Well, isn’t there a legal definition of war? I’m pretty sure that, if Congress passes a declaration of war, the government gains the power to do things like sieze assets, detain foreign nationals, etc.

Where did the term “War on Iraq” originate? Iraq is a part of the “War on Terrorism”.

My point is, despite the fact that it may very well be a “war” in the most objective of senses doesn’t mean we should “market” it as such before we begin it. It’s poor diplomacy and bad politics.

Also, “full-scale” is a most subjective (if not meaningless) term. What does it encompass? Using everything we’ve got?

I’d call it a rout.

“War is the continuation of policy by other means.” – Clausewitz

The “other means” in this case being bombs, tanks, killing, and so forth.

You may put a hog in a calico dress and call it Florence, but in the last analysis it is still a pig.

By any definition the “police action” in Korea and the “military assistance” operation in Vietnam were wars–as is what the Bush administration proposes to do in the Middle East, whether its objective is to disarm Iraq, cause a change in government or bring the blessings of democracy and liberty to the region. Combat operations by a substantial national armed force is a war.

On the other hand the “war on drugs” is a public relations slogan.

Just to add on, the last official declaration of war was for WWII.

Kalt it is a good question, and I don’t really have an answer. I suppose it’s a mix of marketing and legal issues - although it bugs me that we’re acting like it’s begun.

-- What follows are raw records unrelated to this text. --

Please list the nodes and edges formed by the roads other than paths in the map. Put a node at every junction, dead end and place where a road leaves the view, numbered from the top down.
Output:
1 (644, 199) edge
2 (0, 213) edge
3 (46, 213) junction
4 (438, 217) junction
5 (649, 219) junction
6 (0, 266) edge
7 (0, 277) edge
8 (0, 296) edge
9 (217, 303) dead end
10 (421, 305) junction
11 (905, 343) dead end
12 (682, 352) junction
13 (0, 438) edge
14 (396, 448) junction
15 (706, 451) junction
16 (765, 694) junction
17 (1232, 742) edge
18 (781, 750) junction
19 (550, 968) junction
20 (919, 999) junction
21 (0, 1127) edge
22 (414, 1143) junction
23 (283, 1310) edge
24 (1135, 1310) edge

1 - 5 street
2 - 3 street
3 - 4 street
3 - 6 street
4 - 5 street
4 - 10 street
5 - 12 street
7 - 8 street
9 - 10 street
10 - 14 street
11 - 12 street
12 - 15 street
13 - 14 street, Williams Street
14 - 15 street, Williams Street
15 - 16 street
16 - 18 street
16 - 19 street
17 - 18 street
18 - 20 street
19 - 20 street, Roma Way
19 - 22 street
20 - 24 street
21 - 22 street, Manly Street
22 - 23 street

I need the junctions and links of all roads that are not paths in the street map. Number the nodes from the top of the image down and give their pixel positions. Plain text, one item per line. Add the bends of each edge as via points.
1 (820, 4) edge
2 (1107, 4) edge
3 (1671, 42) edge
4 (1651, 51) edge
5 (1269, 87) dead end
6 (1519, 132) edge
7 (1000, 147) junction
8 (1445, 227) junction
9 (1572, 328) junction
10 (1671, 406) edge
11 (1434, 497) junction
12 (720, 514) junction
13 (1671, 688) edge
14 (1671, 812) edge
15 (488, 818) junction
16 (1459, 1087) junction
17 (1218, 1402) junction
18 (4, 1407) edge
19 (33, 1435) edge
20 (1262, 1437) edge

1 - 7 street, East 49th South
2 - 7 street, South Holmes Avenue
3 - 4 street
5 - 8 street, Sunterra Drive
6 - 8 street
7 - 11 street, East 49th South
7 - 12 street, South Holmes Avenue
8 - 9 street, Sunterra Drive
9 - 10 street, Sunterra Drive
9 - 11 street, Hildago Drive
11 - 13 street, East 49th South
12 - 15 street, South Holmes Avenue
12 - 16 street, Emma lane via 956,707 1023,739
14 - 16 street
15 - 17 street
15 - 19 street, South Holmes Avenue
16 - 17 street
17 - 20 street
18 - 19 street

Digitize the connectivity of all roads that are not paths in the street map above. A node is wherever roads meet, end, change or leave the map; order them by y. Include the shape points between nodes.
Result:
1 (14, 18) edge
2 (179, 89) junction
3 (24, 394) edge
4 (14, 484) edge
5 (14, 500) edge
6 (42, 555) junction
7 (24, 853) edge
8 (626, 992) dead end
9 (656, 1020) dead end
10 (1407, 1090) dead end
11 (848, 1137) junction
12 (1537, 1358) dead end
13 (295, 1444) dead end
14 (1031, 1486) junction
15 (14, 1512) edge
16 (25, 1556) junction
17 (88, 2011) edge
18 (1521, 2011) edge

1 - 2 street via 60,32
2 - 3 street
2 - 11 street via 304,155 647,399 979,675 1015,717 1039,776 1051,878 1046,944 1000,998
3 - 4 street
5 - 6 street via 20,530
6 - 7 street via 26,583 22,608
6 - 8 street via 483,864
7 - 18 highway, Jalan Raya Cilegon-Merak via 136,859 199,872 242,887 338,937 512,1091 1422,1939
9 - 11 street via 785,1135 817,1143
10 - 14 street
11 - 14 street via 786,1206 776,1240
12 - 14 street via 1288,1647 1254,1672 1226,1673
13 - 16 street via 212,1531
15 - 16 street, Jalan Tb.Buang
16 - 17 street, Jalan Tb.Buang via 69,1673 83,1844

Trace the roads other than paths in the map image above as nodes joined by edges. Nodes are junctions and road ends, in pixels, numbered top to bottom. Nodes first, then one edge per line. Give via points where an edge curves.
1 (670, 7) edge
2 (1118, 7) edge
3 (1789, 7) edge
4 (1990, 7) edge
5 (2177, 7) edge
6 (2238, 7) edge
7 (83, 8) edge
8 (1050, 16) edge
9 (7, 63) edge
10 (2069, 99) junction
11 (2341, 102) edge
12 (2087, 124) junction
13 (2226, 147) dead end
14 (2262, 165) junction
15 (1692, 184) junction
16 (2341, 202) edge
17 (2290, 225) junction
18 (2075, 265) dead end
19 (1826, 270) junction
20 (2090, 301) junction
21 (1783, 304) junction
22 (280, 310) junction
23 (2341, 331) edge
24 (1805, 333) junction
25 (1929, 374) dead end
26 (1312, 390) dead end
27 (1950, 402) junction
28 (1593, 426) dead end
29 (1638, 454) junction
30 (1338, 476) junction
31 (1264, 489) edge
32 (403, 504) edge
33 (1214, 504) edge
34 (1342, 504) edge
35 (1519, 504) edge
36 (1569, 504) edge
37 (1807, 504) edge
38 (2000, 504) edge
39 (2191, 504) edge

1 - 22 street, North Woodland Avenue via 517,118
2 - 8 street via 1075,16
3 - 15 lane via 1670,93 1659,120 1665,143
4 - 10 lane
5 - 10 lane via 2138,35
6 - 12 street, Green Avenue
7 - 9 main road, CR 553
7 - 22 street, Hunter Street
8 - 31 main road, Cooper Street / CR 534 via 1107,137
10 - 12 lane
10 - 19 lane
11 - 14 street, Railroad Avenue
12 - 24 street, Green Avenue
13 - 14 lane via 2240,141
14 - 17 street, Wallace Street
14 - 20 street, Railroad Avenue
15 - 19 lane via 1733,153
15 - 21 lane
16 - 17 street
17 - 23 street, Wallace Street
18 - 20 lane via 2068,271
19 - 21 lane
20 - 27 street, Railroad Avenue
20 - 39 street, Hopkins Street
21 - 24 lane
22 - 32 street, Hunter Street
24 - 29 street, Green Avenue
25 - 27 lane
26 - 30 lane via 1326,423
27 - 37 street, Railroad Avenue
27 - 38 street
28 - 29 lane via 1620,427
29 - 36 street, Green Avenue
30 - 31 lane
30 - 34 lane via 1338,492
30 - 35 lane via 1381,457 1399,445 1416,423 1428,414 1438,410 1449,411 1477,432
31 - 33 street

We should be talking about “the possiblity of conflict” or “future action.”

all of the “if it looks like an X and smells like an X then it is an X” people are missing my point entirely. It may very well be a war in the truest sense of the word, but to call it such before it even begins is, in my opinion, very dumb on our part. Let me put it this way… the Clinton administration, ceteris paribus, wouldn’t be marketing it as a “war.”